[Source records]
---------------

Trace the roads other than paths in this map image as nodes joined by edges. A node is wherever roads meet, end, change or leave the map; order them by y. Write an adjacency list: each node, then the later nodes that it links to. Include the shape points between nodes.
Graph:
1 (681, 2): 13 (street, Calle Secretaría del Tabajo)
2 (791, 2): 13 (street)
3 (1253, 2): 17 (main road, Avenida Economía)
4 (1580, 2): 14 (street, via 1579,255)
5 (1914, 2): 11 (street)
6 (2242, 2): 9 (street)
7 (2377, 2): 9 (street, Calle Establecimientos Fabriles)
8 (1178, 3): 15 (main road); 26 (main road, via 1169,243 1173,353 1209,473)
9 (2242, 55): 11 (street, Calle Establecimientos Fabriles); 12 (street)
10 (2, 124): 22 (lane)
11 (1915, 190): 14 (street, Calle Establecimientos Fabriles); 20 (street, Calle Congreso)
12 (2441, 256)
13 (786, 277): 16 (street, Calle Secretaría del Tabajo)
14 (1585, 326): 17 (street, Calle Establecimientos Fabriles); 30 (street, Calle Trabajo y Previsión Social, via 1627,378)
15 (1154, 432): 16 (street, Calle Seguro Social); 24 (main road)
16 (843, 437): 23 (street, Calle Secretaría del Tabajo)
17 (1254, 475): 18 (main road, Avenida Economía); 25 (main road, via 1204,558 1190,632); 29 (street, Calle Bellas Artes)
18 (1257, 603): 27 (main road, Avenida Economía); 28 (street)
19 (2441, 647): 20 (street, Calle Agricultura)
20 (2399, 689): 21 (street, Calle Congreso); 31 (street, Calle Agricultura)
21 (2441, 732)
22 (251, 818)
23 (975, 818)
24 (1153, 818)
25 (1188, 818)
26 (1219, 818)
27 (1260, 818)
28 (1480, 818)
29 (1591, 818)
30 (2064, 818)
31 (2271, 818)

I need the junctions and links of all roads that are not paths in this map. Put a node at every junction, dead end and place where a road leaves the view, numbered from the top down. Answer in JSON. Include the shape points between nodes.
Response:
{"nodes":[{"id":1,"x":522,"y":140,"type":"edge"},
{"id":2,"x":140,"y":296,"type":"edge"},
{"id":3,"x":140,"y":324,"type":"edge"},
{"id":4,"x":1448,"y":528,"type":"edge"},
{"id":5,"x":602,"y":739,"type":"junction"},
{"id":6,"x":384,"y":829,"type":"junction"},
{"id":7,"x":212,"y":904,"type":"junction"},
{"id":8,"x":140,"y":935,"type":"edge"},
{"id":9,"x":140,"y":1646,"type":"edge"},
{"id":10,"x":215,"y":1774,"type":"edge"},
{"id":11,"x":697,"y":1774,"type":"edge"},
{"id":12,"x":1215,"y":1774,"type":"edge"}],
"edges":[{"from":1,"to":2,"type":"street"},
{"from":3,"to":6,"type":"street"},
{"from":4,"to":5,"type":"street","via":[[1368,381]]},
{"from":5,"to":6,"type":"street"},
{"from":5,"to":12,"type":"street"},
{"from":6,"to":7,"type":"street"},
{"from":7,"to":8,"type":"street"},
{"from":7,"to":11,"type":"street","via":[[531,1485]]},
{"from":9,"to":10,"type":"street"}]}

---------------

Locate the word "Include" in the entries, and copy every line where it is found.

Exercise response »
Trace the roads other than paths in this map image as nodes joined by edges. A node is wherever roads meet, end, change or leave the map; order them by y. Write an adjacency list: each node, then the later nodes that it links to. Include the shape points between nodes.
I need the junctions and links of all roads that are not paths in this map. Put a node at every junction, dead end and place where a road leaves the view, numbered from the top down. Answer in JSON. Include the shape points between nodes.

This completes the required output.